I can’t tell you how many patients I have seen for their first eye exam who have a binocularity dysfunction without even knowing it. When questioned, these patients often admit that they had a lot of difficulty getting through school and the issues persist at their job, especially when near work and computer use is involved. As kids, they either struggled through it, found accommodations (such as leaning their face on one hand and effectively occluding an eye while reading, making them monocular), or avoided near vision tasks all together. Optometrists should always ask the right questions to discover these symptoms, because no one else in the patient’s life might do so.

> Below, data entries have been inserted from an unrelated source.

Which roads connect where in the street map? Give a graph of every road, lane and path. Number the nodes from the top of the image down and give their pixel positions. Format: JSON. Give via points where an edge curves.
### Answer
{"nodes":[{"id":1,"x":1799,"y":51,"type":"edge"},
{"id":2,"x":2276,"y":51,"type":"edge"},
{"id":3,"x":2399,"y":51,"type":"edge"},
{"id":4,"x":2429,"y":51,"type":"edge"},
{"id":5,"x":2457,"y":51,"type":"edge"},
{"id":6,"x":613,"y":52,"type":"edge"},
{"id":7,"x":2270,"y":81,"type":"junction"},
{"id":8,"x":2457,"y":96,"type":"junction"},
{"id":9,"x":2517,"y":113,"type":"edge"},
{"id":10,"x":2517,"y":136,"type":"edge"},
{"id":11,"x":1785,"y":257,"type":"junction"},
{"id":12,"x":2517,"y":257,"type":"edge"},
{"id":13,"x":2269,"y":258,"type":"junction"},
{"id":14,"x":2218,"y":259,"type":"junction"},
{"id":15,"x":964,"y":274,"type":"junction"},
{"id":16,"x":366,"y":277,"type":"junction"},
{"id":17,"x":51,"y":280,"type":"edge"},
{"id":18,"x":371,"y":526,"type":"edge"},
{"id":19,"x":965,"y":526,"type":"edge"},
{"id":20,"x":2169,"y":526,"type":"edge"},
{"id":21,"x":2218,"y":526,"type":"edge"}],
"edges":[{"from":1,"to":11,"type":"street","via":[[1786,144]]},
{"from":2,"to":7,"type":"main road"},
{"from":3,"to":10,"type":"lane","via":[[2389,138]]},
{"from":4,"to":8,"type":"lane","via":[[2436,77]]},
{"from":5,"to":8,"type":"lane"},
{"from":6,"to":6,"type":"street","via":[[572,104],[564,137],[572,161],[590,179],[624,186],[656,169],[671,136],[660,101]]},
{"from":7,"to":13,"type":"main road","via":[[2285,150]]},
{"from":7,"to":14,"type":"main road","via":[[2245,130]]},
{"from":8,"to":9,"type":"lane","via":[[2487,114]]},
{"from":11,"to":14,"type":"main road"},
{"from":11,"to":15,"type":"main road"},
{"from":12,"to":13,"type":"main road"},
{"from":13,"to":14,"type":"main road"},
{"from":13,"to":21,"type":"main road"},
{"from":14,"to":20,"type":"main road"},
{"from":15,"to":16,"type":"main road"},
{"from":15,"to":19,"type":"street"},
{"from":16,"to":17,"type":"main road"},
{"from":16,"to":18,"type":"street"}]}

Clinicians can use a standardized questionnaire24-27 (such as the readily available Convergence Insufficiency Symptom Survey or Brain Injury Vision Symptom Survey) or create a customized questionnaire (Table 3). I find it is best to provide symptom surveys prior to a patient’s visit (via email or a website) to save in-office time and ensure each patient is properly screened for signs and symptoms of binocular dysfunction.
Don’t Ignore Symptoms
If a patient reports symptoms but the exam elicits no corresponding signs, consider these testing pitfalls:
Stamina. A patient who normally spends the day performing strenuous vision tasks may present on a good day after a restful night’s sleep and before they participate in any strenuous work; thus, the initial findings may appear deceivingly normal. Repeating some of the binocularity and accommodative testing, performing a test several times or rescheduling the patient for another appointment at the end of the day can help to elicit an underlying binocularity problem.28-30
Targets. Use proper accommodative and non-accommodative targets for testing, and understand the difference between the two.
Speed. The binocular and accommodative systems must have time to respond to changes. Performing a cover test too fast or moving the targets too fast in testing such as NPC and vergence ranges can result in inaccurate responses and findings.
Onset and comitancy. Acute onset and non-comitant deviations should prompt a careful consideration of whether the strabismus has a pathologic etiology. This is also true of longstanding deviations that are progressing or not responding well to treatment.31
|Perform near point of convergence testing with a non-accommodative light target and a light lens. Click image to enlarge.|
Don’t Forget Direct Observation and Stereopsis
If strabismus is suspected or reported, the practitioner should first observe if the strabismus is present while the patient is in their habitual state. If it is, you will need to make a few more observations about cosmesis, direction, laterality, frequency, magnitude and comitancy. Also note if the patient has abnormal head posture (head turn, tilt or tip), nystagmus, anisocoria, ptosis, facial asymmetry or epicanthal folds.
In cases where a binocular vision dysfunction is reported, suspected or evident, I like to assess the patient’s binocularity before occluding either eye. Once an eye is occluded, breaking down binocularity, you may not be able to evaluate a patient’s performance under their natural viewing conditions, especially in patients with a fragile binocular system. This is especially useful on follow-up evaluations where an optimal vision correction has already been prescribed. Improvement in stereopsis through an add can be an additional piece of clinical information when considering a potential near correction. Repeating stereo testing after finishing the visual analysis and before dilation can also help assess the stability and stamina of the patient’s binocular system. I’ve found that if the patient can achieve the same stereoacuity before and after a visual evaluation (before dilation), it is a favorable sign that the patient has a stable and resilient binocular system.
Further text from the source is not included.